For the High Voltage Festival concert in London's Victoria Park, Heaven & Hell were joined by ex-Black Sabbath vocalist Glenn Hughes (ex-Deep Purple) and Masterplan vocalist Jorn Lande, who released released a tribute to Dio, which features songs by Rainbow, Dio and Black Sabbath.

Before Dio became critically ill with stomach cancer, Heaven & Hell had booked shows in Europe with Metallica throughout August. "Six weeks before we were supposed to start rehearsals, Ronnie got really, really bad and we had to cancel the tour," Butler said. "The medical treatment seemed to be working and we all thought he was getting better. It was totally unexpected [when his health failed]."
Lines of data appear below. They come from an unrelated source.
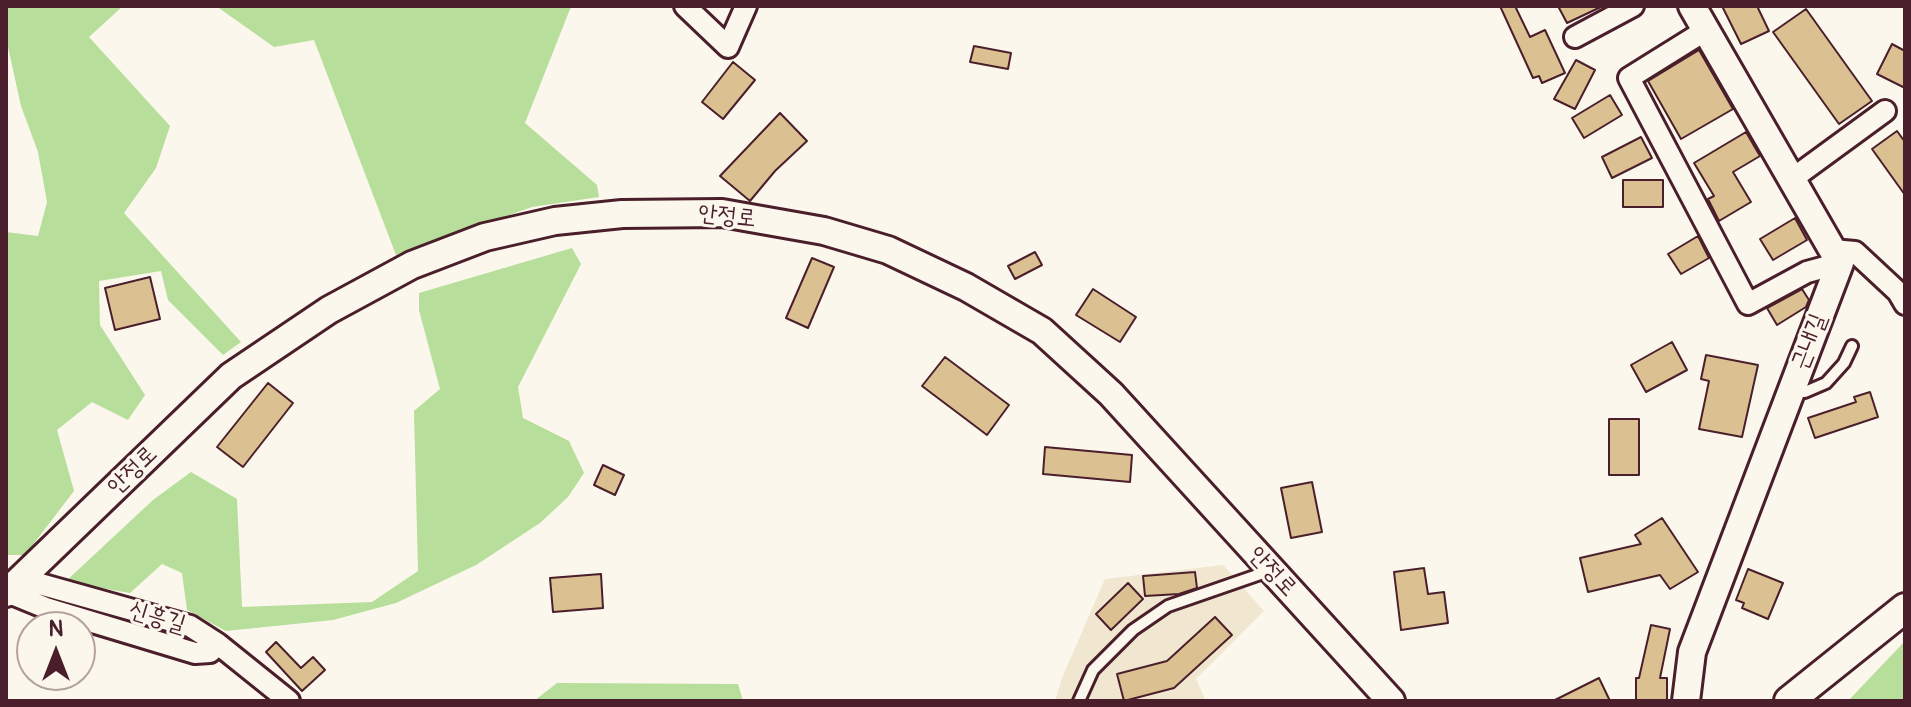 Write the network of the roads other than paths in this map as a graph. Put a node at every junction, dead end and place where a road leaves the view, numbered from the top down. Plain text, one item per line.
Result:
1 (685, 6) edge
2 (746, 6) edge
3 (1633, 6) edge
4 (1692, 6) edge
5 (1706, 30) junction
6 (1575, 37) dead end
7 (1885, 111) dead end
8 (1792, 179) junction
9 (1836, 257) junction
10 (1905, 304) edge
11 (1852, 346) dead end
12 (1792, 390) junction
13 (1271, 571) junction
14 (10, 584) edge
15 (1905, 608) edge
16 (289, 701) edge
17 (1079, 701) edge
18 (1391, 701) edge
19 (1686, 701) edge
20 (1789, 701) edge

1 - 2 street
3 - 6 street
4 - 5 street
5 - 8 street
5 - 9 street
7 - 8 street
8 - 9 street
9 - 10 street
9 - 12 street, 근내길
11 - 12 lane
12 - 19 street, 근내길
13 - 14 street, 안정로
13 - 17 lane
13 - 18 street, 안정로
14 - 16 street, 신흥길
15 - 20 main road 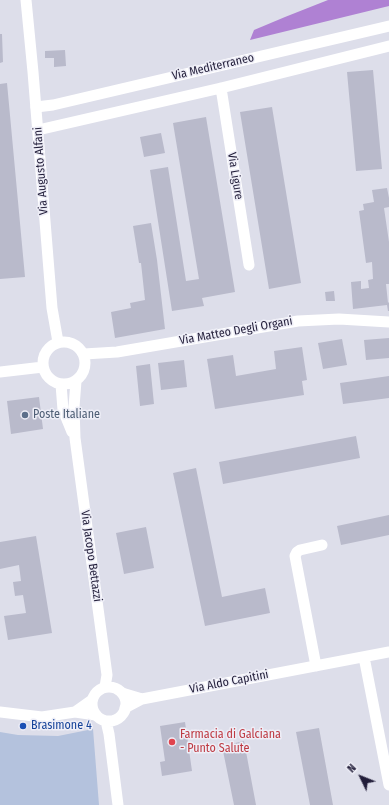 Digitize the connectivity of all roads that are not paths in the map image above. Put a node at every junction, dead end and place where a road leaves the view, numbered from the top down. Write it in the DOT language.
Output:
graph roads {
  1 [pos="26,0"];
  2 [pos="389,26"];
  3 [pos="389,46"];
  4 [pos="221,88"];
  5 [pos="36,108"];
  6 [pos="38,130"];
  7 [pos="249,265"];
  8 [pos="389,322"];
  9 [pos="58,342"];
  10 [pos="84,354"];
  11 [pos="43,367"];
  12 [pos="0,372"];
  13 [pos="76,381"];
  14 [pos="61,384"];
  15 [pos="75,438"];
  16 [pos="322,545"];
  17 [pos="389,652"];
  18 [pos="364,657"];
  19 [pos="316,666"];
  20 [pos="114,689"];
  21 [pos="142,699"];
  22 [pos="92,700"];
  23 [pos="125,708"];
  24 [pos="0,712"];
  25 [pos="74,712"];
  26 [pos="105,719"];
  27 [pos="389,785"];
  28 [pos="118,805"];
  1 -- 5 [label="street, Via Augusto Alfani"];
  2 -- 5 [label="street, Via Mediterraneo"];
  3 -- 4 [label="street, Via Mediterraneo"];
  4 -- 6 [label="street, Via Mediterraneo"];
  4 -- 7 [label="street, Via Ligure"];
  5 -- 6 [label="street, Via Augusto Alfani"];
  6 -- 9 [label="street, Via Augusto Alfani"];
  8 -- 10 [label="street, Via Matteo Degli Organi"];
  9 -- 10 [label="street"];
  9 -- 11 [label="street"];
  10 -- 13 [label="street"];
  11 -- 12 [label="street"];
  11 -- 14 [label="street"];
  13 -- 14 [label="street"];
  13 -- 15 [label="street, Via Jacopo Bettazzi"];
  14 -- 15 [label="street, Via Jacopo Bettazzi"];
  15 -- 20 [label="street, Via Jacopo Bettazzi"];
  16 -- 19 [label="street"];
  17 -- 18 [label="street, Via Aldo Capitini"];
  18 -- 19 [label="street, Via Aldo Capitini"];
  18 -- 27 [label="street"];
  19 -- 21 [label="street, Via Aldo Capitini"];
  20 -- 21 [label="street, Via Aldo Capitini"];
  20 -- 22 [label="street"];
  20 -- 23 [label="street, Via Jacopo Bettazzi"];
  21 -- 23 [label="street, Via Aldo Capitini"];
  22 -- 25 [label="street"];
  22 -- 26 [label="street"];
  23 -- 26 [label="street"];
  24 -- 25 [label="street"];
  25 -- 26 [label="street"];
  26 -- 28 [label="street"];
} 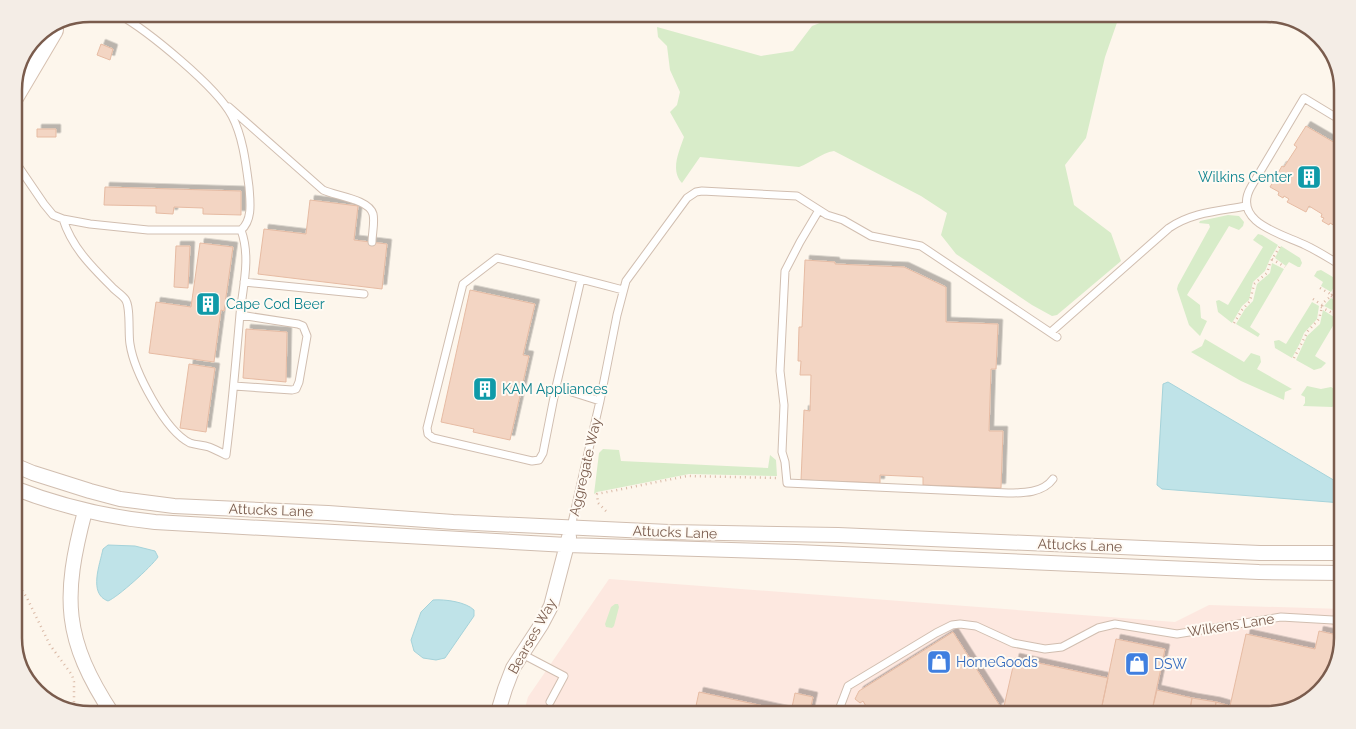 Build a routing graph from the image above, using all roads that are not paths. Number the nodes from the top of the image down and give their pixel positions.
1 (129, 22) edge
2 (49, 37) edge
3 (24, 79) edge
4 (221, 100) junction
5 (1333, 115) edge
6 (23, 173) edge
7 (1246, 206) junction
8 (819, 210) junction
9 (63, 219) junction
10 (241, 230) junction
11 (372, 242) dead end
12 (1333, 261) edge
13 (581, 279) junction
14 (244, 282) junction
15 (623, 290) junction
16 (364, 294) dead end
17 (240, 315) junction
18 (234, 386) junction
19 (556, 387) junction
20 (600, 400) junction
21 (23, 469) edge
22 (1053, 479) dead end
23 (23, 491) edge
24 (85, 511) junction
25 (571, 527) junction
26 (567, 545) junction
27 (1334, 553) edge
28 (1334, 573) edge
29 (1334, 620) edge
30 (522, 654) junction
31 (550, 702) dead end
32 (107, 706) edge
33 (500, 706) edge
34 (840, 706) edge

1 - 4 lane
2 - 3 main road
4 - 10 lane
4 - 11 lane
5 - 7 lane
6 - 9 lane
7 - 8 lane
7 - 12 lane
8 - 15 lane, Aggregate Way
8 - 22 lane
9 - 10 lane
9 - 18 lane
10 - 14 lane
13 - 15 lane
13 - 19 lane
13 - 19 lane
14 - 16 lane
14 - 17 lane
15 - 20 lane, Aggregate Way
17 - 18 lane
17 - 18 lane
19 - 20 lane
20 - 25 lane, Aggregate Way
21 - 25 street, Attucks Lane
23 - 24 street, Attucks Lane
24 - 26 street, Attucks Lane
24 - 32 street
25 - 26 street, Bearses Way
25 - 27 street, Attucks Lane
26 - 28 street, Attucks Lane
26 - 30 street, Bearses Way
29 - 34 lane, Wilkens Lane
30 - 31 lane
30 - 33 street, Bearses Way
After Dio died on May 16, the band's European promoter suggested Heaven & Hell play the High Voltage festival show as a tribute to their fallen frontman. "He's going to donate all the money to Ronnie's cancer fund, [Stand Up and Shout]," Butler said. "So we said, "Yeah, as long as all the money goes to Ronnie's charity we'll do it."
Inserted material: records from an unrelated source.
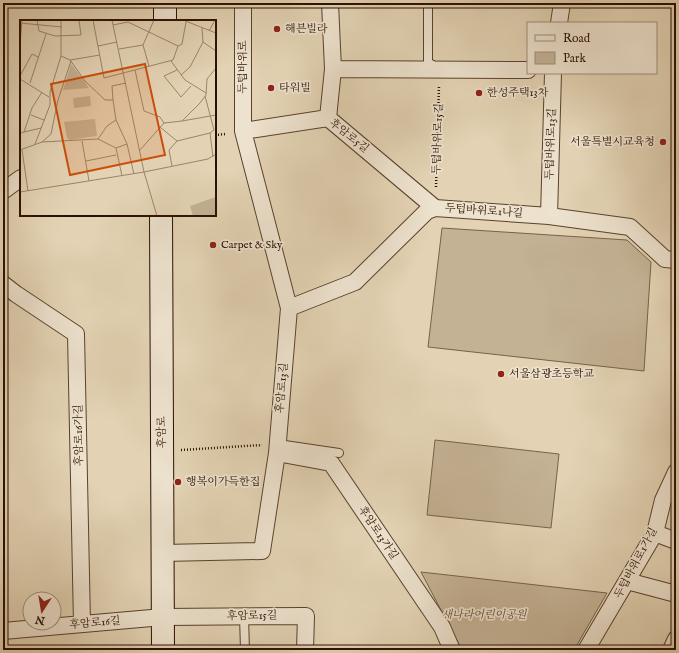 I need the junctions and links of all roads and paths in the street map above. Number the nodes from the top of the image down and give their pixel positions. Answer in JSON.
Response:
{"nodes":[{"id":1,"x":165,"y":3,"type":"edge"},
{"id":2,"x":243,"y":3,"type":"edge"},
{"id":3,"x":330,"y":3,"type":"edge"},
{"id":4,"x":428,"y":3,"type":"edge"},
{"id":5,"x":562,"y":3,"type":"edge"},
{"id":6,"x":165,"y":20,"type":"edge"},
{"id":7,"x":559,"y":22,"type":"edge"},
{"id":8,"x":333,"y":69,"type":"junction"},
{"id":9,"x":440,"y":70,"type":"junction"},
{"id":10,"x":527,"y":70,"type":"edge"},
{"id":11,"x":553,"y":74,"type":"edge"},
{"id":12,"x":328,"y":118,"type":"junction"},
{"id":13,"x":244,"y":131,"type":"junction"},
{"id":14,"x":20,"y":179,"type":"edge"},
{"id":15,"x":3,"y":191,"type":"edge"},
{"id":16,"x":435,"y":208,"type":"junction"},
{"id":17,"x":161,"y":216,"type":"edge"},
{"id":18,"x":549,"y":216,"type":"junction"},
{"id":19,"x":676,"y":260,"type":"edge"},
{"id":20,"x":3,"y":284,"type":"edge"},
{"id":21,"x":289,"y":308,"type":"junction"},
{"id":22,"x":278,"y":449,"type":"junction"},
{"id":23,"x":162,"y":451,"type":"junction"},
{"id":24,"x":339,"y":453,"type":"dead end"},
{"id":25,"x":676,"y":472,"type":"edge"},
{"id":26,"x":655,"y":533,"type":"junction"},
{"id":27,"x":676,"y":541,"type":"edge"},
{"id":28,"x":163,"y":553,"type":"junction"},
{"id":29,"x":627,"y":581,"type":"junction"},
{"id":30,"x":676,"y":594,"type":"edge"},
{"id":31,"x":244,"y":616,"type":"junction"},
{"id":32,"x":163,"y":617,"type":"junction"},
{"id":33,"x":82,"y":624,"type":"junction"},
{"id":34,"x":3,"y":631,"type":"edge"},
{"id":35,"x":676,"y":639,"type":"edge"},
{"id":36,"x":163,"y":650,"type":"edge"},
{"id":37,"x":245,"y":650,"type":"edge"},
{"id":38,"x":305,"y":650,"type":"edge"},
{"id":39,"x":452,"y":650,"type":"edge"},
{"id":40,"x":586,"y":650,"type":"edge"},
{"id":41,"x":671,"y":650,"type":"edge"}],
"edges":[{"from":1,"to":6,"type":"main road"},
{"from":2,"to":13,"type":"street","name":"두텁바위로"},
{"from":3,"to":8,"type":"street"},
{"from":4,"to":9,"type":"lane"},
{"from":5,"to":7,"type":"street"},
{"from":8,"to":9,"type":"street"},
{"from":8,"to":12,"type":"street"},
{"from":9,"to":10,"type":"street"},
{"from":9,"to":16,"type":"path","name":"두텁바위로15길"},
{"from":11,"to":18,"type":"street","name":"두텁바위로13길"},
{"from":12,"to":13,"type":"street","name":"후암로5길"},
{"from":12,"to":16,"type":"street","name":"후암로5길"},
{"from":13,"to":21,"type":"street","name":"후암로13길"},
{"from":14,"to":15,"type":"street"},
{"from":16,"to":18,"type":"street","name":"두텁바위로1나길"},
{"from":16,"to":21,"type":"street","name":"두텁바위로1나길"},
{"from":17,"to":23,"type":"main road","name":"후암로"},
{"from":18,"to":19,"type":"street","name":"두텁바위로1나길"},
{"from":20,"to":33,"type":"street","name":"후암로16가길"},
{"from":21,"to":22,"type":"street","name":"후암로13길"},
{"from":22,"to":23,"type":"path"},
{"from":22,"to":24,"type":"lane"},
{"from":22,"to":28,"type":"street","name":"후암로13길"},
{"from":22,"to":39,"type":"street","name":"후암로13가길"},
{"from":23,"to":28,"type":"main road","name":"후암로"},
{"from":25,"to":26,"type":"street","name":"두텁바위로1가길"},
{"from":26,"to":27,"type":"street"},
{"from":26,"to":29,"type":"street","name":"두텁바위로1가길"},
{"from":28,"to":32,"type":"main road","name":"후암로"},
{"from":29,"to":30,"type":"street"},
{"from":29,"to":40,"type":"street","name":"두텁바위로1가길"},
{"from":31,"to":32,"type":"street","name":"후암로15길"},
{"from":31,"to":37,"type":"lane"},
{"from":31,"to":38,"type":"street","name":"후암로15길"},
{"from":32,"to":33,"type":"street","name":"후암로16길"},
{"from":32,"to":36,"type":"main road","name":"후암로"},
{"from":33,"to":34,"type":"street","name":"후암로16길"},
{"from":35,"to":41,"type":"street"}]}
Butler performed on and off with Dio since the 1980 Black Sabbath comeback album 'Heaven and Hell,' the group's first recording after Ozzy Osbourne was fired from the band. While Sabbath's career with Dio started and ended with a band, the singer and his bandmates also experienced some major turbulence. While 1980's 'Heaven and Hell' album was a big success, tensions developed during the making of the follow-up, 1981's 'Mob Rules,' and after the December 1982 release of the concert album 'Live Evil,' Dio left Black Sabbath and formed his own band, Dio.

He returned to Black Sabbath a decade later to write and record the 1992 album 'Dehumanizer,' but at the end of a tour for the record, Black Sabbath agreed to open for Ozzy Osbourne in Costa Mesa, Calif. during what they thought would be Osbourne's farewell tour, and have Ozzy join Black Sabbath on stage. Dio, who strongly disapproved of the idea, quit the band and returned to his solo career.
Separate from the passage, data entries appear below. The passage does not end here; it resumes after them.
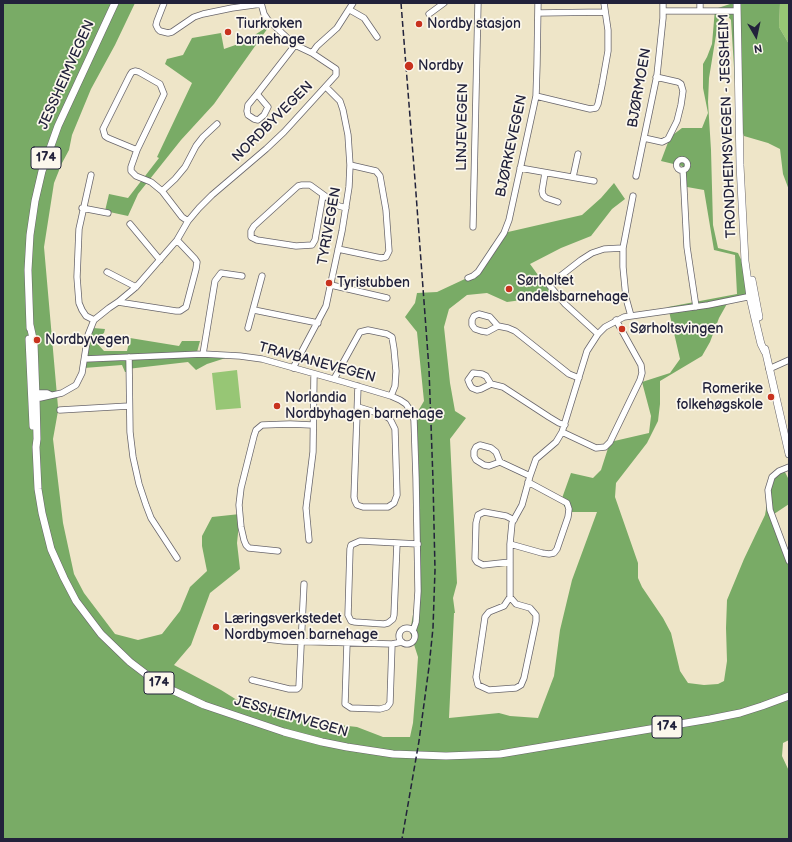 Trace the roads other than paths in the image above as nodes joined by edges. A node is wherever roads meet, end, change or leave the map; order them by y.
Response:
1 (114, 3) edge
2 (164, 3) edge
3 (353, 3) edge
4 (444, 3) edge
5 (478, 3) edge
6 (538, 3) edge
7 (604, 3) edge
8 (663, 3) edge
9 (700, 3) edge
10 (261, 4) edge
11 (232, 5) edge
12 (737, 7) edge
13 (350, 10) junction
14 (700, 10) junction
15 (664, 11) junction
16 (605, 12) junction
17 (538, 13) junction
18 (429, 14) dead end
19 (377, 37) dead end
20 (295, 45) junction
21 (312, 53) junction
22 (656, 77) junction
23 (326, 86) junction
24 (257, 94) junction
25 (536, 96) junction
26 (217, 124) dead end
27 (644, 138) junction
28 (137, 150) junction
29 (578, 154) dead end
30 (350, 165) junction
31 (520, 168) junction
32 (683, 170) dead end
33 (546, 172) junction
34 (90, 175) dead end
35 (636, 176) dead end
36 (573, 177) junction
37 (594, 181) dead end
38 (162, 191) junction
39 (323, 195) junction
40 (633, 196) dead end
41 (558, 202) dead end
42 (82, 208) junction
43 (346, 208) junction
44 (108, 213) dead end
45 (188, 221) junction
46 (130, 224) dead end
47 (473, 227) dead end
48 (177, 240) junction
49 (623, 248) junction
50 (338, 249) junction
51 (160, 260) junction
52 (107, 272) dead end
53 (242, 276) dead end
54 (262, 276) dead end
55 (468, 278) dead end
56 (331, 285) junction
57 (136, 287) junction
58 (752, 296) junction
59 (387, 298) dead end
60 (118, 302) junction
61 (696, 307) junction
62 (254, 310) junction
63 (631, 316) junction
64 (94, 320) junction
65 (616, 320) junction
66 (318, 323) junction
67 (498, 326) dead end
68 (248, 328) dead end
69 (598, 334) junction
70 (203, 354) junction
71 (129, 357) junction
72 (85, 359) junction
73 (789, 360) edge
74 (293, 368) junction
75 (769, 369) junction
76 (314, 374) junction
77 (579, 378) junction
78 (334, 379) junction
79 (491, 384) dead end
80 (358, 386) junction
81 (34, 395) junction
82 (392, 396) junction
83 (129, 406) junction
84 (358, 407) junction
85 (60, 410) dead end
86 (312, 425) junction
87 (564, 425) junction
88 (562, 432) junction
89 (789, 454) edge
90 (500, 462) junction
91 (789, 467) edge
92 (530, 476) junction
93 (528, 482) junction
94 (514, 520) junction
95 (308, 540) dead end
96 (396, 543) junction
97 (418, 544) junction
98 (510, 544) junction
99 (278, 551) dead end
100 (177, 558) dead end
101 (789, 561) edge
102 (510, 562) junction
103 (304, 584) dead end
104 (510, 597) junction
105 (413, 631) junction
106 (251, 634) dead end
107 (302, 641) junction
108 (347, 642) junction
109 (402, 642) junction
110 (392, 644) junction
111 (252, 680) dead end
112 (789, 696) edge

1 - 81 main road, JESSHEIMVEGEN / 174
2 - 11 street
3 - 13 street
4 - 18 street
5 - 47 street, LINJEVEGEN
6 - 17 street, BJØRKEVEGEN
7 - 16 street
8 - 15 street, BJØRMOEN
9 - 14 street
10 - 11 street
10 - 20 street
12 - 14 street
12 - 58 main road, TRONDHEIMSVEGEN - JESSHEIM
13 - 19 street
13 - 21 street
14 - 15 street
15 - 22 street, BJØRMOEN
16 - 17 street
16 - 25 street
17 - 25 street, BJØRKEVEGEN
20 - 21 street
20 - 24 street
21 - 23 street, NORDBYVEGEN
22 - 27 street, BJØRMOEN
22 - 27 street
23 - 30 street, TYRIVEGEN
23 - 45 street, NORDBYVEGEN
24 - 24 street
25 - 31 street, BJØRKEVEGEN
26 - 38 street
27 - 35 street, BJØRMOEN
28 - 28 street
28 - 38 street
29 - 36 street
30 - 43 street, TYRIVEGEN
30 - 50 street
31 - 33 street
31 - 55 street, BJØRKEVEGEN
32 - 61 street
33 - 36 street
33 - 41 street
34 - 42 street
36 - 37 street
38 - 45 street
39 - 39 street
39 - 43 street
40 - 49 street
42 - 44 street
42 - 64 street
43 - 50 street, TYRIVEGEN
45 - 48 street, NORDBYVEGEN
46 - 51 street
48 - 51 street, NORDBYVEGEN
48 - 60 street
49 - 63 street
49 - 69 street
50 - 56 street, TYRIVEGEN
51 - 57 street, NORDBYVEGEN
52 - 57 street
53 - 70 street
54 - 62 street
56 - 59 street
56 - 66 street, TYRIVEGEN
57 - 60 street, NORDBYVEGEN
58 - 61 street
58 - 75 main road, TRONDHEIMSVEGEN - JESSHEIM
60 - 64 street, NORDBYVEGEN
61 - 63 street
62 - 66 street
62 - 68 street
63 - 65 street
64 - 72 street
65 - 69 street
65 - 88 street
66 - 74 street, TYRIVEGEN
67 - 77 street
69 - 77 street
70 - 71 street, TRAVBANEVEGEN
70 - 74 street, TRAVBANEVEGEN
71 - 72 street, TRAVBANEVEGEN
71 - 83 street
72 - 81 street
73 - 75 street
74 - 76 street, TRAVBANEVEGEN
75 - 89 main road, TRONDHEIMSVEGEN - JESSHEIM
76 - 78 street, TRAVBANEVEGEN
76 - 86 street
77 - 87 street
78 - 80 street, TRAVBANEVEGEN
78 - 82 street
79 - 87 street
80 - 82 street, TRAVBANEVEGEN
80 - 84 street
81 - 112 main road, JESSHEIMVEGEN / 174
82 - 97 street, TRAVBANEVEGEN
83 - 85 street
83 - 100 street
84 - 84 street
86 - 95 street
86 - 99 street
87 - 88 street
88 - 92 street
90 - 90 street
90 - 92 street
91 - 101 street
92 - 93 street
93 - 94 street
93 - 98 street
94 - 98 street
94 - 102 street
96 - 96 street
96 - 97 street
97 - 105 street, TRAVBANEVEGEN
98 - 102 street
102 - 104 street
103 - 107 street
104 - 104 street
105 - 109 street
105 - 109 street
106 - 107 street
107 - 108 street
107 - 111 street
108 - 110 street
108 - 110 street
109 - 110 street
Then, in 2006, Rhino Records asked Butler, Dio and Iommi if there were any outtakes they could use for a compilation album 'Black Sabbath: The Dio Years.' Since there was nothing in storage, the members decided to get back together to write three new songs on the album. The sessions went so well that the members decided to tour as Heaven & Hell and play material from their three albums along with the new songs.

They released the live CD and DVD 'Live From Radio City' in 2007, then toured with Judas Priest, Motörhead and Testament on the Metal Masters Tour. Other tours followed before the members of Heaven & Hell decided to return to the studio and record their third full album together, 'The Devil You Know,' which came out in 2009. The album and the tour that followed were tremendously successful, which, in retrospect, provided closure to the band, which went out on one of Dio's legendary high notes.

"It was almost as if fate had a hand in it," Butler told Noisecreep. He sniffed and paused to recompose himself then concluded, "Well, he's at peace now, anyway."